INFORMATION GIVEN START

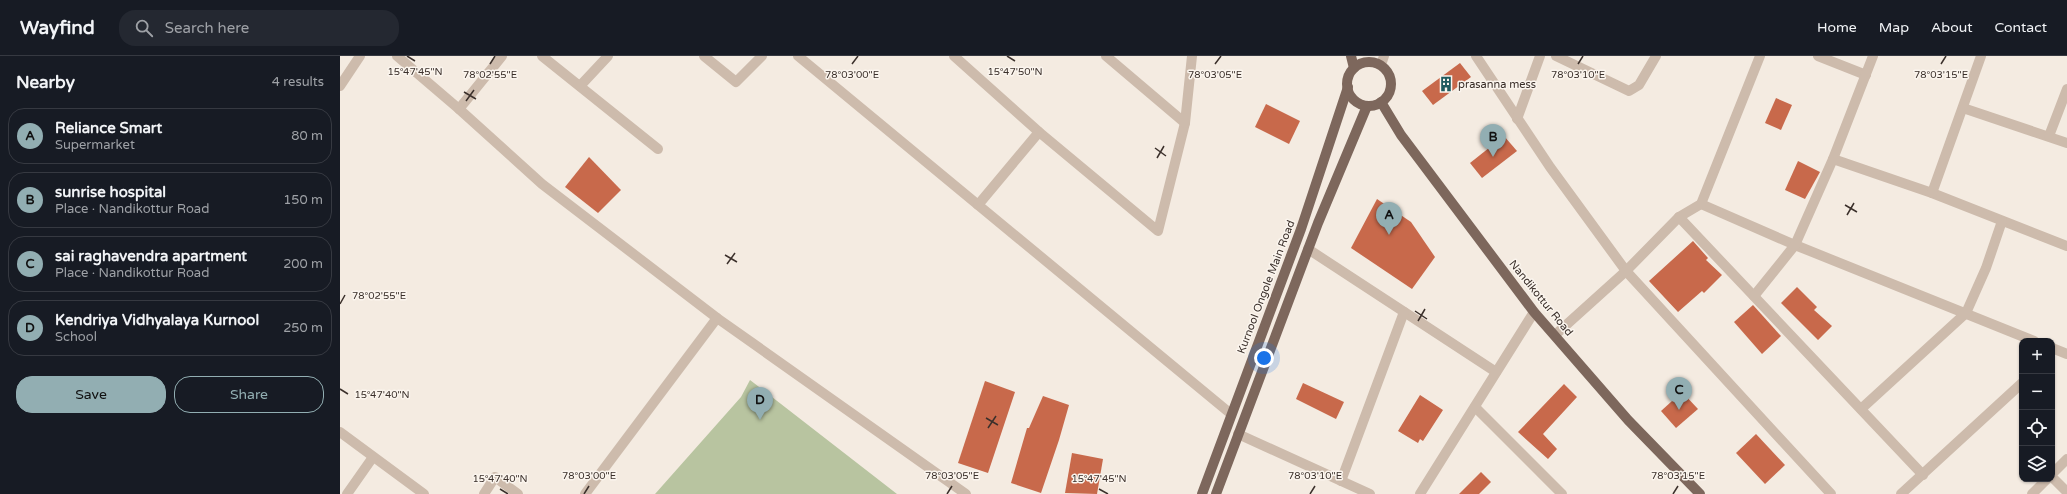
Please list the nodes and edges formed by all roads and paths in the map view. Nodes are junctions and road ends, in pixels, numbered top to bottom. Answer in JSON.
{"nodes":[{"id":1,"x":360,"y":56,"type":"edge"},
{"id":2,"x":397,"y":56,"type":"edge"},
{"id":3,"x":502,"y":56,"type":"edge"},
{"id":4,"x":542,"y":56,"type":"edge"},
{"id":5,"x":608,"y":56,"type":"edge"},
{"id":6,"x":704,"y":56,"type":"edge"},
{"id":7,"x":762,"y":56,"type":"edge"},
{"id":8,"x":798,"y":56,"type":"edge"},
{"id":9,"x":954,"y":56,"type":"edge"},
{"id":10,"x":1106,"y":56,"type":"edge"},
{"id":11,"x":1192,"y":56,"type":"edge"},
{"id":12,"x":1351,"y":56,"type":"edge"},
{"id":13,"x":1476,"y":56,"type":"edge"},
{"id":14,"x":1540,"y":56,"type":"edge"},
{"id":15,"x":1556,"y":56,"type":"edge"},
{"id":16,"x":1656,"y":56,"type":"edge"},
{"id":17,"x":1760,"y":56,"type":"edge"},
{"id":18,"x":1818,"y":56,"type":"edge"},
{"id":19,"x":1873,"y":56,"type":"edge"},
{"id":20,"x":1980,"y":56,"type":"edge"},
{"id":21,"x":1378,"y":60,"type":"edge"},
{"id":22,"x":1354,"y":68,"type":"junction"},
{"id":23,"x":1866,"y":75,"type":"junction"},
{"id":24,"x":340,"y":86,"type":"edge"},
{"id":25,"x":580,"y":86,"type":"junction"},
{"id":26,"x":1348,"y":88,"type":"junction"},
{"id":27,"x":2067,"y":90,"type":"edge"},
{"id":28,"x":1381,"y":102,"type":"junction"},
{"id":29,"x":1368,"y":106,"type":"junction"},
{"id":30,"x":1963,"y":108,"type":"junction"},
{"id":31,"x":459,"y":109,"type":"junction"},
{"id":32,"x":1517,"y":120,"type":"junction"},
{"id":33,"x":1185,"y":123,"type":"junction"},
{"id":34,"x":1039,"y":132,"type":"junction"},
{"id":35,"x":2049,"y":136,"type":"junction"},
{"id":36,"x":2067,"y":143,"type":"edge"},
{"id":37,"x":658,"y":149,"type":"dead end"},
{"id":38,"x":1833,"y":159,"type":"junction"},
{"id":39,"x":1932,"y":193,"type":"junction"},
{"id":40,"x":1701,"y":204,"type":"junction"},
{"id":41,"x":978,"y":205,"type":"junction"},
{"id":42,"x":1679,"y":217,"type":"junction"},
{"id":43,"x":2002,"y":221,"type":"junction"},
{"id":44,"x":1795,"y":245,"type":"junction"},
{"id":45,"x":2067,"y":246,"type":"edge"},
{"id":46,"x":1308,"y":249,"type":"junction"},
{"id":47,"x":1626,"y":271,"type":"junction"},
{"id":48,"x":1754,"y":296,"type":"junction"},
{"id":49,"x":1404,"y":312,"type":"junction"},
{"id":50,"x":1534,"y":312,"type":"junction"},
{"id":51,"x":1966,"y":314,"type":"junction"},
{"id":52,"x":717,"y":318,"type":"junction"},
{"id":53,"x":1555,"y":335,"type":"junction"},
{"id":54,"x":2026,"y":338,"type":"edge"},
{"id":55,"x":2055,"y":351,"type":"edge"},
{"id":56,"x":2067,"y":354,"type":"edge"},
{"id":57,"x":1496,"y":372,"type":"junction"},
{"id":58,"x":2019,"y":386,"type":"edge"},
{"id":59,"x":1474,"y":407,"type":"junction"},
{"id":60,"x":1861,"y":410,"type":"junction"},
{"id":61,"x":1231,"y":414,"type":"junction"},
{"id":62,"x":340,"y":432,"type":"edge"},
{"id":63,"x":1238,"y":434,"type":"junction"},
{"id":64,"x":373,"y":457,"type":"junction"},
{"id":65,"x":2067,"y":460,"type":"edge"},
{"id":66,"x":2055,"y":472,"type":"edge"},
{"id":67,"x":1923,"y":475,"type":"junction"},
{"id":68,"x":2055,"y":478,"type":"edge"},
{"id":69,"x":1341,"y":481,"type":"junction"},
{"id":70,"x":2044,"y":482,"type":"edge"},
{"id":71,"x":2067,"y":492,"type":"edge"},
{"id":72,"x":347,"y":494,"type":"edge"},
{"id":73,"x":424,"y":494,"type":"edge"},
{"id":74,"x":484,"y":494,"type":"edge"},
{"id":75,"x":518,"y":494,"type":"edge"},
{"id":76,"x":585,"y":494,"type":"edge"},
{"id":77,"x":966,"y":494,"type":"edge"},
{"id":78,"x":1202,"y":494,"type":"edge"},
{"id":79,"x":1216,"y":494,"type":"edge"},
{"id":80,"x":1370,"y":494,"type":"edge"},
{"id":81,"x":1420,"y":494,"type":"edge"},
{"id":82,"x":1562,"y":494,"type":"edge"},
{"id":83,"x":1700,"y":494,"type":"edge"},
{"id":84,"x":1831,"y":494,"type":"edge"},
{"id":85,"x":1901,"y":494,"type":"edge"},
{"id":86,"x":2032,"y":494,"type":"edge"}],
"edges":[{"from":1,"to":24,"type":"street"},
{"from":2,"to":31,"type":"street"},
{"from":3,"to":31,"type":"street"},
{"from":4,"to":25,"type":"street"},
{"from":5,"to":25,"type":"street"},
{"from":6,"to":7,"type":"street"},
{"from":8,"to":41,"type":"street"},
{"from":9,"to":34,"type":"street"},
{"from":10,"to":33,"type":"street"},
{"from":11,"to":33,"type":"street"},
{"from":12,"to":22,"type":"main road"},
{"from":13,"to":32,"type":"street"},
{"from":14,"to":32,"type":"street"},
{"from":15,"to":16,"type":"street"},
{"from":17,"to":40,"type":"street"},
{"from":18,"to":23,"type":"street"},
{"from":19,"to":23,"type":"street"},
{"from":20,"to":30,"type":"street"},
{"from":21,"to":22,"type":"main road"},
{"from":21,"to":28,"type":"main road"},
{"from":22,"to":26,"type":"main road"},
{"from":23,"to":38,"type":"street"},
{"from":25,"to":37,"type":"street"},
{"from":26,"to":29,"type":"main road"},
{"from":26,"to":61,"type":"main road","name":"Kurnool Ongole Main Road"},
{"from":27,"to":35,"type":"street"},
{"from":28,"to":29,"type":"main road"},
{"from":28,"to":50,"type":"main road","name":"Nandikottur Road"},
{"from":29,"to":46,"type":"main road"},
{"from":30,"to":35,"type":"street"},
{"from":30,"to":39,"type":"street"},
{"from":31,"to":52,"type":"street"},
{"from":32,"to":47,"type":"street"},
{"from":33,"to":34,"type":"street"},
{"from":34,"to":41,"type":"street"},
{"from":35,"to":36,"type":"street"},
{"from":38,"to":39,"type":"street"},
{"from":38,"to":44,"type":"street"},
{"from":39,"to":43,"type":"street"},
{"from":40,"to":42,"type":"street"},
{"from":40,"to":44,"type":"street"},
{"from":41,"to":61,"type":"street"},
{"from":42,"to":47,"type":"street"},
{"from":42,"to":48,"type":"street"},
{"from":43,"to":45,"type":"street"},
{"from":43,"to":51,"type":"street"},
{"from":44,"to":48,"type":"street"},
{"from":44,"to":51,"type":"street"},
{"from":46,"to":49,"type":"street"},
{"from":46,"to":63,"type":"main road"},
{"from":47,"to":53,"type":"street"},
{"from":47,"to":84,"type":"street"},
{"from":48,"to":60,"type":"street"},
{"from":49,"to":57,"type":"street"},
{"from":49,"to":69,"type":"street"},
{"from":50,"to":53,"type":"main road","name":"Nandikottur Road"},
{"from":50,"to":57,"type":"street"},
{"from":51,"to":54,"type":"street"},
{"from":51,"to":60,"type":"street"},
{"from":52,"to":76,"type":"street"},
{"from":52,"to":77,"type":"street"},
{"from":53,"to":83,"type":"main road","name":"Nandikottur Road"},
{"from":55,"to":56,"type":"street"},
{"from":57,"to":59,"type":"street"},
{"from":58,"to":67,"type":"street"},
{"from":59,"to":81,"type":"street"},
{"from":59,"to":82,"type":"street"},
{"from":60,"to":67,"type":"street"},
{"from":61,"to":78,"type":"main road","name":"Kurnool Ongole Main Road"},
{"from":62,"to":64,"type":"street"},
{"from":63,"to":69,"type":"street"},
{"from":63,"to":79,"type":"main road"},
{"from":64,"to":72,"type":"street"},
{"from":64,"to":73,"type":"street"},
{"from":65,"to":66,"type":"street"},
{"from":67,"to":85,"type":"street"},
{"from":68,"to":71,"type":"street"},
{"from":69,"to":80,"type":"street"},
{"from":70,"to":86,"type":"street"},
{"from":74,"to":75,"type":"street"}]}
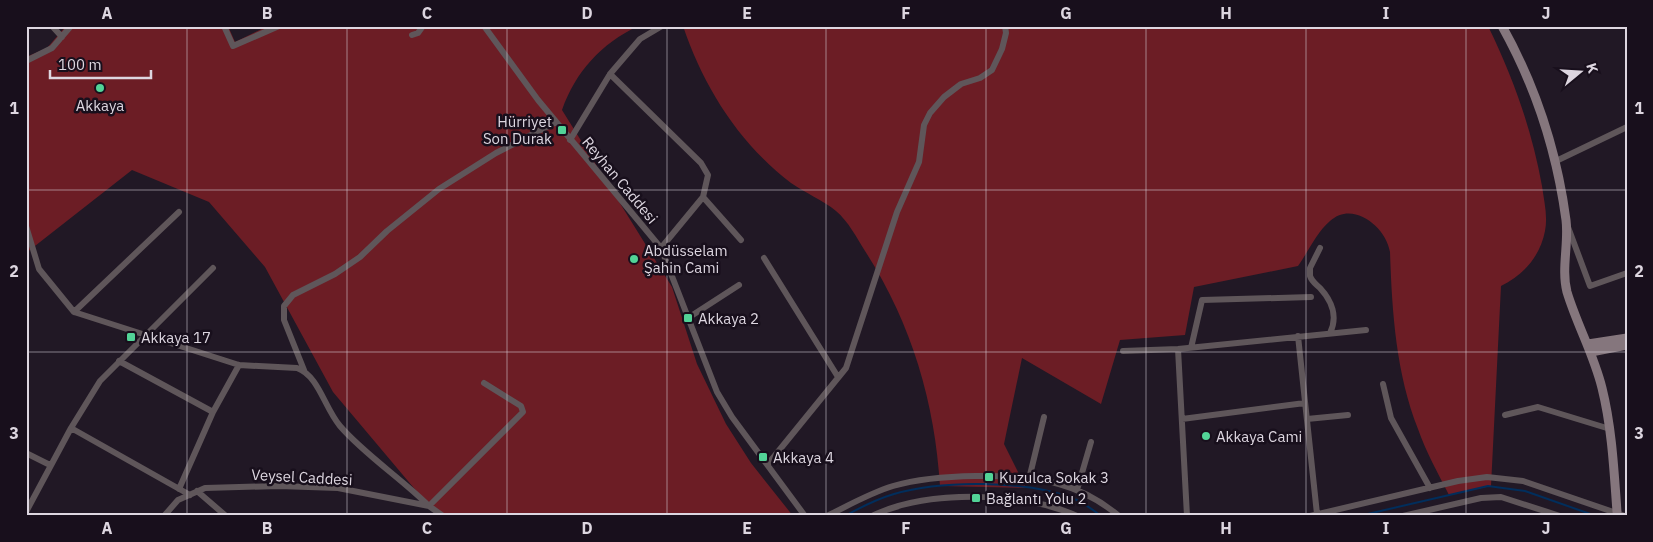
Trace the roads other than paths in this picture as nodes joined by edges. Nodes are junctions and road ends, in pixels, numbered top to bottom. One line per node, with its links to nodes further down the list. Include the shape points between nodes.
1 (52, 26): 11 (street)
2 (71, 26): 11 (street)
3 (224, 26): 4 (street, via 233,46)
4 (279, 26)
5 (423, 26): 10 (street)
6 (484, 26): 14 (street, Reyhan Caddesi)
7 (662, 26): 13 (street, via 640,39)
8 (1005, 26): 45 (street, via 1002,49 992,70 961,84 944,97 924,125 919,162 897,212 846,368)
9 (1502, 26): 17 (street, via 1532,89)
10 (412, 35)
11 (62, 37): 12 (street, via 52,48)
12 (26, 61)
13 (610, 74): 16 (street); 18 (street, via 701,162 708,175)
14 (556, 122): 16 (street, Reyhan Caddesi); 44 (street, via 496,153 439,189 387,230 360,257 287,300 284,320)
15 (1627, 127): 17 (street)
16 (570, 140): 23 (street, Reyhan Caddesi)
17 (1554, 162): 20 (street)
18 (703, 197): 22 (street); 23 (street)
19 (179, 212): 30 (street)
20 (1566, 221): 27 (street, via 1590,286); 39 (street, via 1567,290)
21 (26, 226): 30 (street, via 38,269)
22 (741, 240)
23 (661, 248): 31 (street, Reyhan Caddesi)
24 (1320, 248): 33 (street, via 1310,268 1310,276 1334,311)
25 (764, 258): 45 (street)
26 (213, 268): 34 (street)
27 (1627, 273)
28 (739, 285): 31 (street)
29 (1311, 297): 38 (street, via 1202,300)
30 (74, 312): 34 (street)
31 (688, 318): 59 (street, Reyhan Caddesi, via 717,392)
32 (1366, 330): 33 (street)
33 (1330, 333): 35 (street)
34 (146, 334): 42 (street); 43 (street)
35 (1298, 336): 38 (street); 48 (street)
36 (1627, 338): 39 (street)
37 (1627, 345): 39 (street)
38 (1191, 348): 40 (street)
39 (1590, 348): 56 (street)
40 (1178, 349): 41 (street); 53 (street)
41 (1123, 352)
42 (119, 361): 49 (street); 55 (street, via 100,381)
43 (238, 365): 44 (street); 49 (street)
44 (304, 370): 67 (street, via 315,382 321,398 340,426)
45 (838, 377): 59 (street)
46 (484, 383): 67 (street, via 521,406 523,412)
47 (1383, 384): 62 (street, via 1391,418)
48 (1305, 403): 53 (street); 54 (street)
49 (213, 412): 63 (street)
50 (1348, 415): 54 (street)
51 (1505, 415): 56 (street, via 1538,407)
52 (1044, 417): 61 (street)
53 (1182, 419): 80 (street)
54 (1307, 419): 70 (street)
55 (71, 428): 60 (street); 63 (street)
56 (1610, 429): 69 (street)
57 (1091, 442): 64 (street)
58 (26, 453): 60 (street)
59 (768, 464): 75 (street, Reyhan Caddesi)
60 (50, 466): 68 (street)
61 (1029, 479): 64 (street); 76 (street, via 982,477 912,482 881,490)
62 (1430, 488): 69 (street, via 1476,478 1507,478); 70 (street)
63 (179, 489): 66 (street)
64 (1077, 490): 79 (street)
65 (197, 491): 66 (street, Veysel Caddesi); 67 (street, Veysel Caddesi, via 205,488 279,486 338,488); 73 (street)
66 (190, 495): 72 (street, Veysel Caddesi, via 178,500)
67 (429, 506): 74 (street, Veysel Caddesi)
68 (26, 513): 71 (street)
69 (1621, 514)
70 (1314, 515)
71 (34, 516)
72 (164, 516)
73 (226, 516)
74 (444, 516)
75 (805, 516)
76 (827, 516)
77 (872, 516): 78 (street, via 913,502 976,498 1047,506)
78 (1076, 516)
79 (1119, 516)
80 (1186, 516)
81 (1403, 516): 82 (street, via 1481,498 1501,497)
82 (1560, 516)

INFORMATION GIVEN END

:: ASSIGNMENT ::
The lines to return are those in the records above that hold the word "Nandikottur".

:: RESPONSE TO THE EXERCISE ::
{"from":28,"to":50,"type":"main road","name":"Nandikottur Road"},
{"from":50,"to":53,"type":"main road","name":"Nandikottur Road"},
{"from":53,"to":83,"type":"main road","name":"Nandikottur Road"},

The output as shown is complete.